Version: 2.0.0 (Latest)

Stream Configuration

Following sections describe how to configure Padas to run streaming tasks in order to transform events and/or apply a set of filtering rules to generate alerts. Please refer to Introduction before moving forward in order to understand engine processing concepts.

All of the configuration views (Topologies, Pipelines, Tasks, Rules) provide the ability to bulk upload or download configurations in JSON format.

Topologies

A topology is simply a group of one or more ordered pipelines where it reads from a single input topic and writes to one or more output topic(s). Both input and output topic(s) are mandatory requirements for a topology that Padas engine runs.

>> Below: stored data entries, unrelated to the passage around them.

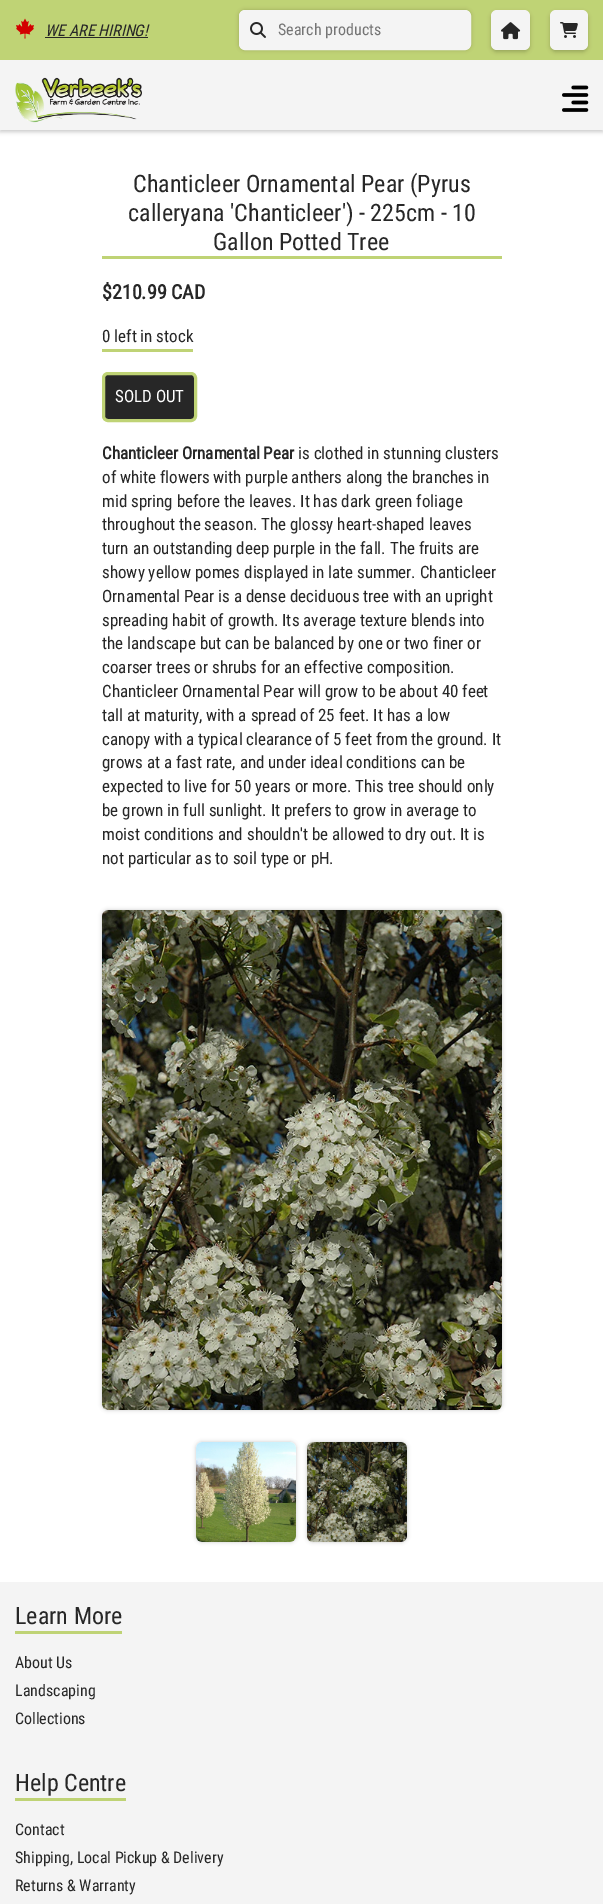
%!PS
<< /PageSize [603 1904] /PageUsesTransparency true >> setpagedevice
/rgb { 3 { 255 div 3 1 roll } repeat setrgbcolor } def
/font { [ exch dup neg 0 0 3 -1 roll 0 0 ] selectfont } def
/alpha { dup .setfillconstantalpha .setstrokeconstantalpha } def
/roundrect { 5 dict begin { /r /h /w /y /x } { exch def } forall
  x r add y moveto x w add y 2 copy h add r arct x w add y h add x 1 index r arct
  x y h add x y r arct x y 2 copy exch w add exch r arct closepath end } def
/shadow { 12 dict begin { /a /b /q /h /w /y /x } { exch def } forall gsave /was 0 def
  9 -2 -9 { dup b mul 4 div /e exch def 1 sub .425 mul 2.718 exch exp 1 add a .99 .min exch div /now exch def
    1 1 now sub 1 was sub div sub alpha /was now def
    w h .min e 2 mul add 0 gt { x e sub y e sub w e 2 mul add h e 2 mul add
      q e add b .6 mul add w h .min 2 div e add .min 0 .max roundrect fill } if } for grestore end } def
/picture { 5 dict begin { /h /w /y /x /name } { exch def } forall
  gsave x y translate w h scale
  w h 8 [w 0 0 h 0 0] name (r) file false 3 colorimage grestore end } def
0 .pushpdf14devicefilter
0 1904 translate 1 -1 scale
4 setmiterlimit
255 255 255 rgb
0 0 603 1904 rectfill
0 0 0 rgb
0 62 603 70 0 2 0.21 shadow
191 211 117 rgb
0 0 603 60 rectfill
(img/1.rgb) 16 18 18 21 picture
39 39 39 rgb
45 37 103 1 rectfill
0 0 0 rgb
239 10 232 40 6 2 0.21 shadow
244 244 244 rgb
239.5 10.5 231 39 5.5 roundrect gsave fill grestore
stroke
(img/2.rgb) 250 22 16 16 picture
0 0 0 rgb
491 12 39 40 6 2 0.21 shadow
244 244 244 rgb
491 10 39 40 6 roundrect fill
(img/3.rgb) 501 22 20 18 picture
0 0 0 rgb
550 12 38 40 6 2 0.21 shadow
244 244 244 rgb
550 10 38 40 6 roundrect fill
(img/4.rgb) 560 22 18 16 picture
0 60 603 70 rectfill
(img/5.rgb) 15 77 127 46 picture
(img/6.rgb) 562 85 27 27 picture
191 211 117 rgb
102 256 400 3 rectfill
102 349 91 3 rectfill
39 39 39 rgb
103.5 373.5 92 47 4.5 roundrect gsave fill grestore
191 211 117 rgb
3 setlinewidth
stroke
0 0 0 rgb
102 910 400 500 6 2 0.21 shadow
(img/7.rgb) 102 910 400 500 picture
196 1442 100 100 6 2 0.21 shadow
(img/8.rgb) 196 1442 100 100 picture
307 1442 100 100 6 2 0.21 shadow
(img/9.rgb) 307 1442 100 100 picture
[
  [0 1582 603 322 244 244 244]
  [15 1631 107 3 191 211 117]
  [15 1798 111 3 191 211 117]
] { aload pop rgb rectfill } forall
/RobotoCondensed-Italic 16 font
39 39 39 rgb
45 36 moveto (WE ARE HIRING!) show
/RobotoCondensed-Regular 16 font
117 117 117 rgb
278 35 moveto (Search products) show
/RobotoCondensed-Regular 24 font
39 39 39 rgb
[
  [(Chanticleer Ornamental Pear \(Pyrus) 133 192]
  [(calleryana 'Chanticleer'\) - 225cm - 10) 128 221]
  [(Gallon Potted Tree) 213 250]
] { aload pop moveto show } forall
/RobotoCondensed-Bold 20 font
102 299 moveto ($210.99 CAD) show
/RobotoCondensed-Regular 17 font
102 342 moveto (0 left in stock) show
255 255 255 rgb
115 402 moveto (SOLD OUT) show
/RobotoCondensed-Bold 17 font
39 39 39 rgb
102 459 moveto (Chanticleer Ornamental Pear) show
/RobotoCondensed-Regular 17 font
[
  [(is clothed in stunning clusters) 298 459]
  [(of white flowers with purple anthers along the branches in) 102 483]
  [(mid spring before the leaves. It has dark green foliage) 102 507]
  [(throughout the season. The glossy heart-shaped leaves) 102 530]
  [(turn an outstanding deep purple in the fall. The fruits are) 102 554]
  [(showy yellow pomes displayed in late summer. Chanticleer) 102 578]
  [(Ornamental Pear is a dense deciduous tree with an upright) 102 602]
  [(spreading habit of growth. Its average texture blends into) 102 626]
  [(the landscape but can be balanced by one or two finer or) 102 649]
  [(coarser trees or shrubs for an effective composition.) 102 673]
  [(Chanticleer Ornamental Pear will grow to be about 40 feet) 102 697]
  [(tall at maturity, with a spread of 25 feet. It has a low) 102 721]
  [(canopy with a typical clearance of 5 feet from the ground. It) 102 745]
  [(grows at a fast rate, and under ideal conditions can be) 102 768]
  [(expected to live for 50 years or more. This tree should only) 102 792]
  [(be grown in full sunlight. It prefers to grow in average to) 102 816]
  [(moist conditions and shouldn't be allowed to dry out. It is) 102 840]
  [(not particular as to soil type or pH.) 102 864]
] { aload pop moveto show } forall
/RobotoCondensed-Regular 24 font
15 1624 moveto (Learn More) show
/RobotoCondensed-Regular 16 font
[
  [(About Us) 15 1668]
  [(Landscaping) 15 1696]
  [(Collections) 15 1724]
] { aload pop moveto show } forall
/RobotoCondensed-Regular 24 font
15 1791 moveto (Help Centre) show
/RobotoCondensed-Regular 16 font
[
  [(Contact) 15 1835]
  [(Shipping, Local Pickup & Delivery) 15 1863]
  [(Returns & Warranty) 15 1891]
] { aload pop moveto show } forall
.poppdf14devicefilter showpage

A topology consists of one or more ordered pipelines where an output from one pipeline becomes an input for the next pipeline definition.

It's possible to define any number of topologies per Padas Engine, where each topology starts a different processing task within one or more threads. For more detailed architectural description on Kafka streams processor topology please refer to Confluent Documentation.

Description of fields can be found below.

Field	Description
ID	Unique identifier. This ID is also used as a key when updating/deleting the entry.
Name	A descriptive name.
Description	Detailed description of topology functionality.
Group	Consumer group associated with this topology.
Input	Input topic to consume and apply configured pipeline(s).
Output	One or more output topics to send transformed data to.
Enabled	Set to `true` when enabled, `false` otherwise.
Pipelines	An ordered list of Pipelines to execute when streaming data from specified Input. When multiple Pipelines are specified, output from a Pipeline becomes an input for the next Pipeline.

Pipelines

A pipeline consists of one or more ordered tasks where an output from one task becomes an input for the next task definition. A pipeline is a logical grouping of tasks for specific goals. For example, in terms of processing tasks, a single pipeline with 12 different tasks is the same as having 3 consecutive pipelines with 4 different tasks each.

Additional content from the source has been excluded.